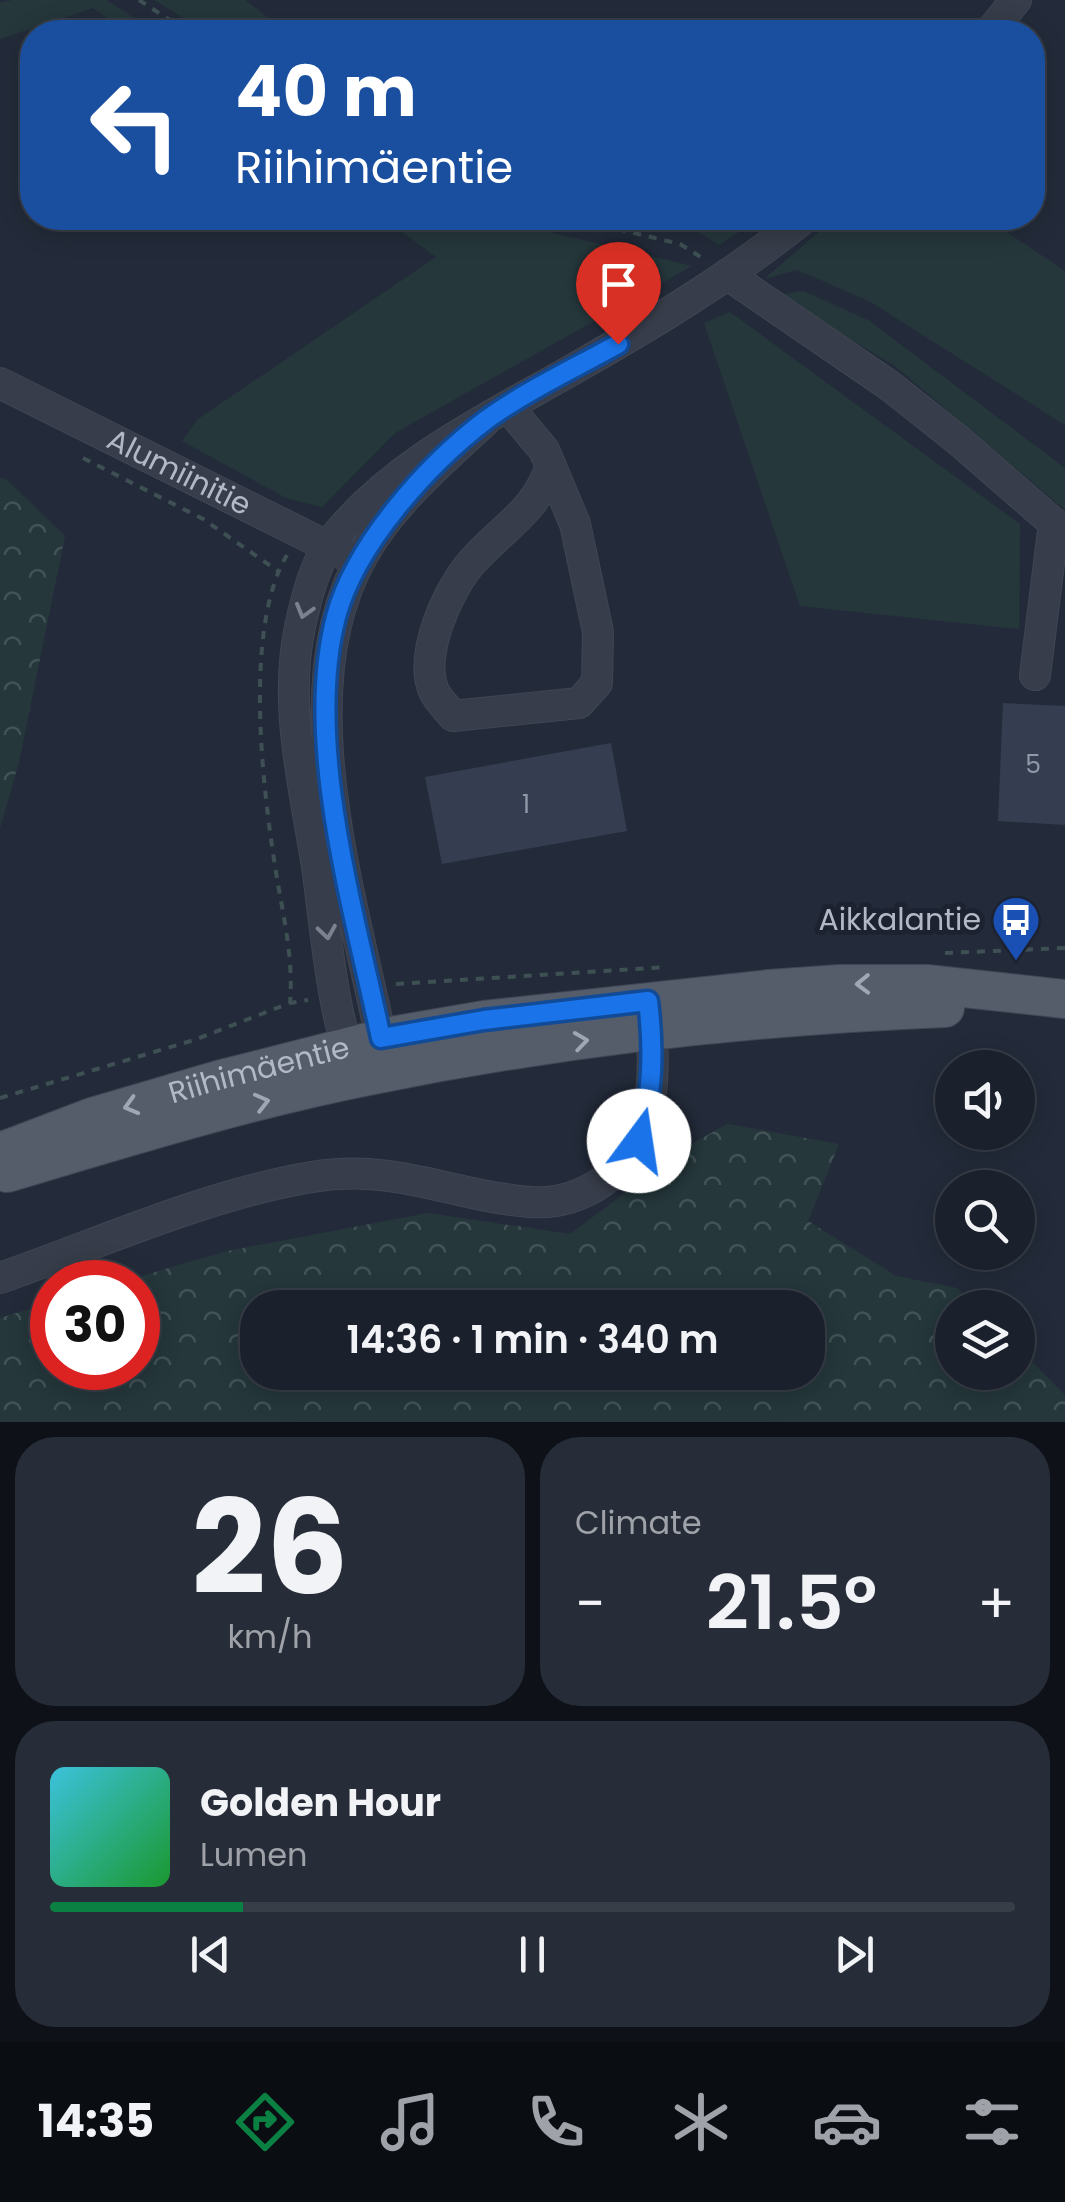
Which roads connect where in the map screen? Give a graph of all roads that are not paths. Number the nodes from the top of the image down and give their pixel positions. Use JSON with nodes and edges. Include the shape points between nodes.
{"nodes":[{"id":1,"x":1016,"y":0,"type":"edge"},
{"id":2,"x":1000,"y":20,"type":"edge"},
{"id":3,"x":788,"y":230,"type":"edge"},
{"id":4,"x":728,"y":274,"type":"junction"},
{"id":5,"x":0,"y":384,"type":"edge"},
{"id":6,"x":497,"y":414,"type":"junction"},
{"id":7,"x":551,"y":466,"type":"junction"},
{"id":8,"x":1059,"y":528,"type":"edge"},
{"id":9,"x":328,"y":546,"type":"junction"},
{"id":10,"x":359,"y":562,"type":"junction"},
{"id":11,"x":1035,"y":676,"type":"dead end"},
{"id":12,"x":1065,"y":1002,"type":"edge"},
{"id":13,"x":650,"y":1016,"type":"junction"},
{"id":14,"x":367,"y":1053,"type":"junction"},
{"id":15,"x":0,"y":1152,"type":"edge"},
{"id":16,"x":0,"y":1175,"type":"edge"},
{"id":17,"x":0,"y":1278,"type":"edge"}],
"edges":[{"from":1,"to":2,"type":"street"},
{"from":3,"to":4,"type":"street"},
{"from":4,"to":6,"type":"street"},
{"from":4,"to":8,"type":"street","via":[[890,386]]},
{"from":5,"to":9,"type":"street","name":"Alumiinitie"},
{"from":6,"to":7,"type":"street","via":[[544,450]]},
{"from":6,"to":9,"type":"street","via":[[381,490]]},
{"from":6,"to":10,"type":"street","via":[[418,486]]},
{"from":7,"to":7,"type":"street","via":[[575,524],[598,632],[598,683],[579,703],[453,716],[433,690],[430,651],[447,601],[471,562],[524,516]]},
{"from":8,"to":11,"type":"street"},
{"from":9,"to":10,"type":"street","name":"Alumiinitie"},
{"from":9,"to":14,"type":"street","one_way":true,"via":[[300,628],[295,727],[336,995]]},
{"from":10,"to":14,"type":"street","via":[[336,617],[325,715]]},
{"from":12,"to":13,"type":"main road","name":"Riihimäentie","via":[[982,988],[883,984],[769,988]]},
{"from":13,"to":14,"type":"main road","name":"Riihimäentie","via":[[484,1020]]},
{"from":13,"to":17,"type":"street","via":[[650,1101],[639,1141],[620,1170],[590,1190],[557,1202],[531,1202],[406,1176],[316,1176],[174,1216]]},
{"from":14,"to":15,"type":"main road","name":"Riihimäentie","one_way":true,"via":[[92,1117]]},
{"from":16,"to":14,"type":"main road","name":"Riihimäentie","one_way":true,"via":[[173,1124]]}]}
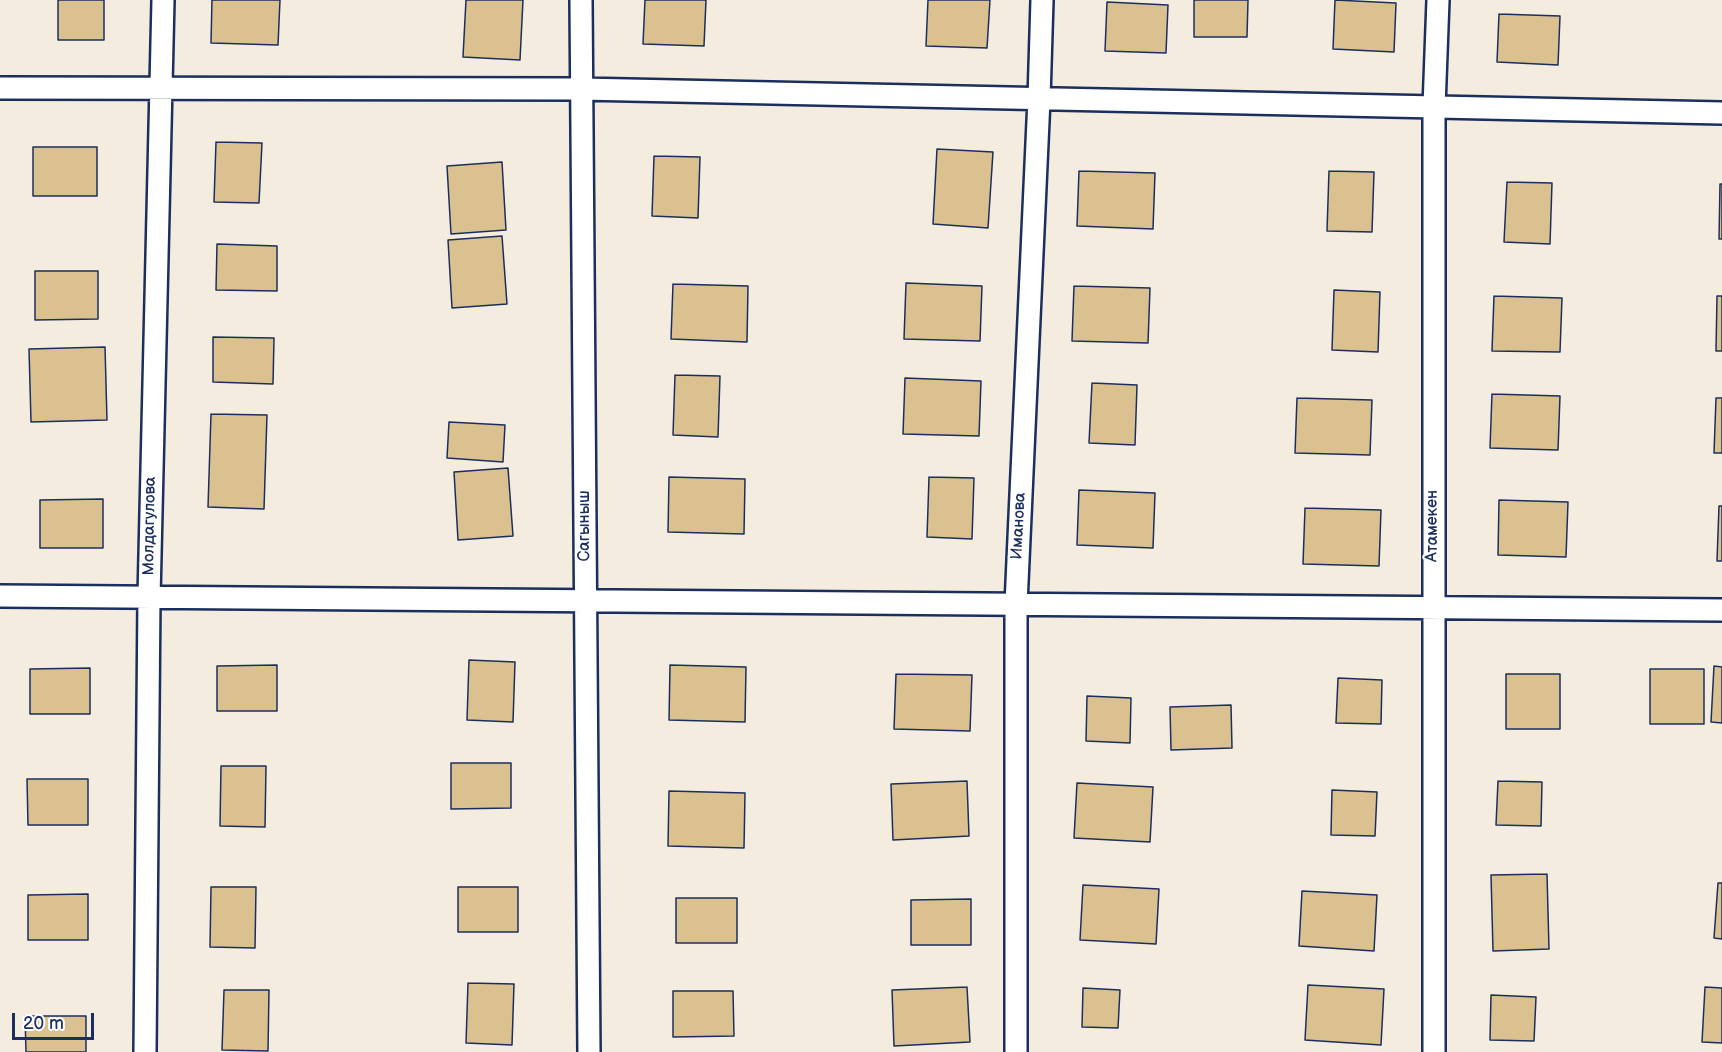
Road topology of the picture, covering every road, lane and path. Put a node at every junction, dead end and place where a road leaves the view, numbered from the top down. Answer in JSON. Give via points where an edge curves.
{"nodes":[{"id":1,"x":163,"y":0,"type":"edge"},
{"id":2,"x":580,"y":0,"type":"edge"},
{"id":3,"x":1042,"y":0,"type":"edge"},
{"id":4,"x":1438,"y":0,"type":"edge"},
{"id":5,"x":0,"y":88,"type":"edge"},
{"id":6,"x":159,"y":88,"type":"junction"},
{"id":7,"x":581,"y":89,"type":"junction"},
{"id":8,"x":1039,"y":99,"type":"junction"},
{"id":9,"x":1434,"y":107,"type":"junction"},
{"id":10,"x":1722,"y":114,"type":"edge"},
{"id":11,"x":0,"y":596,"type":"edge"},
{"id":12,"x":148,"y":597,"type":"junction"},
{"id":13,"x":585,"y":600,"type":"junction"},
{"id":14,"x":1016,"y":604,"type":"junction"},
{"id":15,"x":1433,"y":608,"type":"junction"},
{"id":16,"x":1722,"y":610,"type":"edge"},
{"id":17,"x":146,"y":1052,"type":"edge"},
{"id":18,"x":589,"y":1052,"type":"edge"},
{"id":19,"x":1016,"y":1052,"type":"edge"},
{"id":20,"x":1434,"y":1052,"type":"edge"}],
"edges":[{"from":1,"to":6,"type":"street","name":"Молдагулова"},
{"from":2,"to":7,"type":"street","name":"Сагыныш"},
{"from":3,"to":8,"type":"street","name":"Иманова"},
{"from":4,"to":9,"type":"street","name":"Атамекен"},
{"from":5,"to":6,"type":"street"},
{"from":6,"to":7,"type":"street"},
{"from":6,"to":12,"type":"street","name":"Молдагулова"},
{"from":7,"to":8,"type":"street"},
{"from":7,"to":13,"type":"street","name":"Сагыныш"},
{"from":8,"to":9,"type":"street"},
{"from":8,"to":14,"type":"street","name":"Иманова"},
{"from":9,"to":10,"type":"street"},
{"from":9,"to":15,"type":"street","name":"Атамекен"},
{"from":11,"to":12,"type":"street"},
{"from":12,"to":13,"type":"street"},
{"from":12,"to":17,"type":"street","name":"Молдагулова"},
{"from":13,"to":14,"type":"street"},
{"from":13,"to":18,"type":"street","name":"Сагыныш"},
{"from":14,"to":15,"type":"street"},
{"from":14,"to":19,"type":"street","name":"Иманова"},
{"from":15,"to":16,"type":"street"},
{"from":15,"to":20,"type":"street","name":"Атамекен"}]}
• • • • •
▶ EXERCISE GOAL: What is needed is every record above, restated word for word, with the pictures left out.

▶ SOLUTION FOR THIS TASK:
Which roads connect where in the map screen? Give a graph of all roads that are not paths. Number the nodes from the top of the image down and give their pixel positions. Use JSON with nodes and edges. Include the shape points between nodes.
{"nodes":[{"id":1,"x":1016,"y":0,"type":"edge"},
{"id":2,"x":1000,"y":20,"type":"edge"},
{"id":3,"x":788,"y":230,"type":"edge"},
{"id":4,"x":728,"y":274,"type":"junction"},
{"id":5,"x":0,"y":384,"type":"edge"},
{"id":6,"x":497,"y":414,"type":"junction"},
{"id":7,"x":551,"y":466,"type":"junction"},
{"id":8,"x":1059,"y":528,"type":"edge"},
{"id":9,"x":328,"y":546,"type":"junction"},
{"id":10,"x":359,"y":562,"type":"junction"},
{"id":11,"x":1035,"y":676,"type":"dead end"},
{"id":12,"x":1065,"y":1002,"type":"edge"},
{"id":13,"x":650,"y":1016,"type":"junction"},
{"id":14,"x":367,"y":1053,"type":"junction"},
{"id":15,"x":0,"y":1152,"type":"edge"},
{"id":16,"x":0,"y":1175,"type":"edge"},
{"id":17,"x":0,"y":1278,"type":"edge"}],
"edges":[{"from":1,"to":2,"type":"street"},
{"from":3,"to":4,"type":"street"},
{"from":4,"to":6,"type":"street"},
{"from":4,"to":8,"type":"street","via":[[890,386]]},
{"from":5,"to":9,"type":"street","name":"Alumiinitie"},
{"from":6,"to":7,"type":"street","via":[[544,450]]},
{"from":6,"to":9,"type":"street","via":[[381,490]]},
{"from":6,"to":10,"type":"street","via":[[418,486]]},
{"from":7,"to":7,"type":"street","via":[[575,524],[598,632],[598,683],[579,703],[453,716],[433,690],[430,651],[447,601],[471,562],[524,516]]},
{"from":8,"to":11,"type":"street"},
{"from":9,"to":10,"type":"street","name":"Alumiinitie"},
{"from":9,"to":14,"type":"street","one_way":true,"via":[[300,628],[295,727],[336,995]]},
{"from":10,"to":14,"type":"street","via":[[336,617],[325,715]]},
{"from":12,"to":13,"type":"main road","name":"Riihimäentie","via":[[982,988],[883,984],[769,988]]},
{"from":13,"to":14,"type":"main road","name":"Riihimäentie","via":[[484,1020]]},
{"from":13,"to":17,"type":"street","via":[[650,1101],[639,1141],[620,1170],[590,1190],[557,1202],[531,1202],[406,1176],[316,1176],[174,1216]]},
{"from":14,"to":15,"type":"main road","name":"Riihimäentie","one_way":true,"via":[[92,1117]]},
{"from":16,"to":14,"type":"main road","name":"Riihimäentie","one_way":true,"via":[[173,1124]]}]}
Road topology of the picture, covering every road, lane and path. Put a node at every junction, dead end and place where a road leaves the view, numbered from the top down. Answer in JSON. Give via points where an edge curves.
{"nodes":[{"id":1,"x":163,"y":0,"type":"edge"},
{"id":2,"x":580,"y":0,"type":"edge"},
{"id":3,"x":1042,"y":0,"type":"edge"},
{"id":4,"x":1438,"y":0,"type":"edge"},
{"id":5,"x":0,"y":88,"type":"edge"},
{"id":6,"x":159,"y":88,"type":"junction"},
{"id":7,"x":581,"y":89,"type":"junction"},
{"id":8,"x":1039,"y":99,"type":"junction"},
{"id":9,"x":1434,"y":107,"type":"junction"},
{"id":10,"x":1722,"y":114,"type":"edge"},
{"id":11,"x":0,"y":596,"type":"edge"},
{"id":12,"x":148,"y":597,"type":"junction"},
{"id":13,"x":585,"y":600,"type":"junction"},
{"id":14,"x":1016,"y":604,"type":"junction"},
{"id":15,"x":1433,"y":608,"type":"junction"},
{"id":16,"x":1722,"y":610,"type":"edge"},
{"id":17,"x":146,"y":1052,"type":"edge"},
{"id":18,"x":589,"y":1052,"type":"edge"},
{"id":19,"x":1016,"y":1052,"type":"edge"},
{"id":20,"x":1434,"y":1052,"type":"edge"}],
"edges":[{"from":1,"to":6,"type":"street","name":"Молдагулова"},
{"from":2,"to":7,"type":"street","name":"Сагыныш"},
{"from":3,"to":8,"type":"street","name":"Иманова"},
{"from":4,"to":9,"type":"street","name":"Атамекен"},
{"from":5,"to":6,"type":"street"},
{"from":6,"to":7,"type":"street"},
{"from":6,"to":12,"type":"street","name":"Молдагулова"},
{"from":7,"to":8,"type":"street"},
{"from":7,"to":13,"type":"street","name":"Сагыныш"},
{"from":8,"to":9,"type":"street"},
{"from":8,"to":14,"type":"street","name":"Иманова"},
{"from":9,"to":10,"type":"street"},
{"from":9,"to":15,"type":"street","name":"Атамекен"},
{"from":11,"to":12,"type":"street"},
{"from":12,"to":13,"type":"street"},
{"from":12,"to":17,"type":"street","name":"Молдагулова"},
{"from":13,"to":14,"type":"street"},
{"from":13,"to":18,"type":"street","name":"Сагыныш"},
{"from":14,"to":15,"type":"street"},
{"from":14,"to":19,"type":"street","name":"Иманова"},
{"from":15,"to":16,"type":"street"},
{"from":15,"to":20,"type":"street","name":"Атамекен"}]}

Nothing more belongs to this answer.